Let me just get this out up front. I love FriendFeed. I always have and I probably always will. As you can tell, I’ve practically built my entire website around FriendFeed’s services, including their cool-o-nifty embedded feed widget on my homepage and their badge widget down there on the right-hand side of the page.

Robert Scoble and I Throwing Down The FF Gang Sign at the FriendFeed Lunch in Bellevue, 2008

Robert Scoble and I Throwing Down The FF Gang Sign at the FriendFeed Lunch in Bellevue, 2008

A few days ago I posted an idea in the FriendFeed Feedback room suggesting that they should also provide a widget that shows the avatars of one’s subscribers. I was thinking of something like the friends block on Facebook, or like other widgets such as MyBlogLog and TwitterRemote. Then last night I starting thinking about building such a widget myself. I’ve never written anything like this before and I know just enough PHP to hurt myself, but I thought this would be a good opportunity to teach myself about JSON.

Thanks to the awesome FriendFeed API documentation, I wound up with a working prototype in just a few hours. Unfortunately the FF API doesn’t directly implement a way to fetch one’s subscribers, so I had to work around this by fetching the list of friends that you are subscribed to and then checking each of those friends to see if they are subscribed back to you. The result isn’t all of your friends, but only those friends who are subscribed to you that you are also subscribed to in return. I’ll call this a feature and say that it filters only your best friends (BFFFF’s).

You can see the widget now on my right-hand sidebar. (That’s right over there ==>)

And here’s how you can try it out on your own website:

[Update: This widget has moved to FFavatars.com. Please follow that link to customize your own widget.]

That’s it! I had to workaround the lack of a subscribers API (nudge, nudge, FF team). So instead of showing all of your friends this only shows 15 random friends by default, unless you change the max parameter. This is probably a good thing anyway.

Also note that the first time your widget loads it may take a few seconds, but after that it will serve the latest cached copy much faster. The cache will be refreshed with a new group of random friends after a short period of time.

If you have any questions, comments, or suggestions, please leave a note in the comments section below.

Thanks!
Alan

How to embed your FriendFeed discussions on your website

June 1st, 2008
    Update: This unpublished feature has since become very well documented and I’ve also changed my website from the way I describe it below, but this should still be useful information.

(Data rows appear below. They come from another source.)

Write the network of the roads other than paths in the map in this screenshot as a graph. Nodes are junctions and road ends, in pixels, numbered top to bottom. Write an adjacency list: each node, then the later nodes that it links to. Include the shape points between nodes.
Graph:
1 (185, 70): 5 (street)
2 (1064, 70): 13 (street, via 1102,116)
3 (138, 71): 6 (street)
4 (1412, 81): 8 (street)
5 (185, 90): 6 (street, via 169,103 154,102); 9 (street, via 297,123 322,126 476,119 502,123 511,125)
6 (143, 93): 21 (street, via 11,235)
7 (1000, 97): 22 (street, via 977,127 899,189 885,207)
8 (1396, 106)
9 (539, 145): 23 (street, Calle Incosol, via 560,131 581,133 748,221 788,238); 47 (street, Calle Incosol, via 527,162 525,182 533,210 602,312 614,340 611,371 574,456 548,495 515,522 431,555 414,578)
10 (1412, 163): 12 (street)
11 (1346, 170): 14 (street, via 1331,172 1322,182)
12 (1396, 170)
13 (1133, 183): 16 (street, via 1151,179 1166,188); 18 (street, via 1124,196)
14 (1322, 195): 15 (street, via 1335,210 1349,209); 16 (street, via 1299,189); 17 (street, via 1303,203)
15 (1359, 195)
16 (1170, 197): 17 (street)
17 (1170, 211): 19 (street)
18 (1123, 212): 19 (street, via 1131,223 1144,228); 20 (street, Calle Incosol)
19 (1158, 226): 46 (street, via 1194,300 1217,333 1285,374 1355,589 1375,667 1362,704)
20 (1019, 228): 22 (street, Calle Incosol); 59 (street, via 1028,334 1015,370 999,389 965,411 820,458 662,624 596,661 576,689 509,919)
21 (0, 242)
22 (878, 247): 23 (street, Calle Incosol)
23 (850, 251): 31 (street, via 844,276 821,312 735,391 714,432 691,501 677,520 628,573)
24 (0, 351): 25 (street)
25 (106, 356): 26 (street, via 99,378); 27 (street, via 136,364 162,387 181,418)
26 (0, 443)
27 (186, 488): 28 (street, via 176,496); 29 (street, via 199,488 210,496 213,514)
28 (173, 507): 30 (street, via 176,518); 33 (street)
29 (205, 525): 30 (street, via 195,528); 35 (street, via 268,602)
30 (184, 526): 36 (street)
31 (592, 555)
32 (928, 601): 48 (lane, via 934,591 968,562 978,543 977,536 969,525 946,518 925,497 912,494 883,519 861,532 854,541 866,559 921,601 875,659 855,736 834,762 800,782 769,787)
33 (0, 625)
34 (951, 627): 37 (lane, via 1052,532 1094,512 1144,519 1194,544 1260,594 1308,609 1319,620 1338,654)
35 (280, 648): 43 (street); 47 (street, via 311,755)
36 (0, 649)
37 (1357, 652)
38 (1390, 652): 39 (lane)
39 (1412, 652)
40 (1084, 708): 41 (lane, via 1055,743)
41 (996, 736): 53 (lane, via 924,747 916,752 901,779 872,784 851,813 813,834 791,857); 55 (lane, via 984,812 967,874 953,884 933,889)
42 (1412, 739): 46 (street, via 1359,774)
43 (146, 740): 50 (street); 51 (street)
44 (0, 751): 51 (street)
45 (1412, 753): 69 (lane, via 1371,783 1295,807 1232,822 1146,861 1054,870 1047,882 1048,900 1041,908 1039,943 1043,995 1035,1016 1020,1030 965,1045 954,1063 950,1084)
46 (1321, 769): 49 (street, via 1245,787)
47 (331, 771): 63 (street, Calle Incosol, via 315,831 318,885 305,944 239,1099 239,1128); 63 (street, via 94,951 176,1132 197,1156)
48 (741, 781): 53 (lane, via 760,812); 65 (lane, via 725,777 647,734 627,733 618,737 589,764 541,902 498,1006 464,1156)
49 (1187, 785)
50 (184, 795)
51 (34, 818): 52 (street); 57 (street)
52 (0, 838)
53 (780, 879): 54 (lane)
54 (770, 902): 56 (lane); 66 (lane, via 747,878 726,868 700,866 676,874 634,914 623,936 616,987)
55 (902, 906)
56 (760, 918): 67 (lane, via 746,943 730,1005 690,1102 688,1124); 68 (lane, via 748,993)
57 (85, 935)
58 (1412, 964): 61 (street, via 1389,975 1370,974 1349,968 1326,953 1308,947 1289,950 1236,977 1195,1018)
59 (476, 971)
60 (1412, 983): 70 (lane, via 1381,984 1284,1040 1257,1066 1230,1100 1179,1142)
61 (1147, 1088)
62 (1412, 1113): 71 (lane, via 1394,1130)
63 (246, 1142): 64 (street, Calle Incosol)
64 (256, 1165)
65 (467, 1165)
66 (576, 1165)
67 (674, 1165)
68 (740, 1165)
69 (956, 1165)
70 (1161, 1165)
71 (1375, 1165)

I have been spending more and more time on FriendFeed, to the point that I’ve centered my entire personal website around my FriendFeed stream. The homepage of my site makes use of an unpublished feature that allows me to embed my main FriendFeed page on my own website. You can find directions for doing this at http://friendfeed.com/embed. I took this one step farther by customizing the javascript query string and CSS to produce a format that works better on my site.

However, I also wanted a sidebar widget that only displays my FriendFeed discussions (likes and comments), similar to the widgets that Twitter offers. Through the following alchemy I was able to achieve this goal:

  1. From within FriendFeed I found the URL for the Atom feed of my discussions – http://friendfeed.com/acheslow/discussion?format=atom
  2. Because this feed uses relative URIs for the HREFs and images I had to transform the XML into absolute URIs so the images and links would not be broken (I’ve posted this as a bug to FF). To do this I fired up Yahoo Pipes and created a simple regex transformation that replaced the item.content and item.description objects from href=”/ to href=”http://friendfeed.com/ and from src=”/ to src=”http://friendfeed.com/
  3. I could have used the output of this pipe directly but prefer the formatting that Feedburner provides with its BuzzBoost feature, so I took the RSS-formatted output of my Yahoo Pipe and burned it using Feedburner.
  4. Finally, using BuzzBoost I generated the javascript code to re-create the feed as HTML and embedded this script on my website using a Wordpress text widget.

You can see the results on the right-hand side of this website under “Recent Discussions”.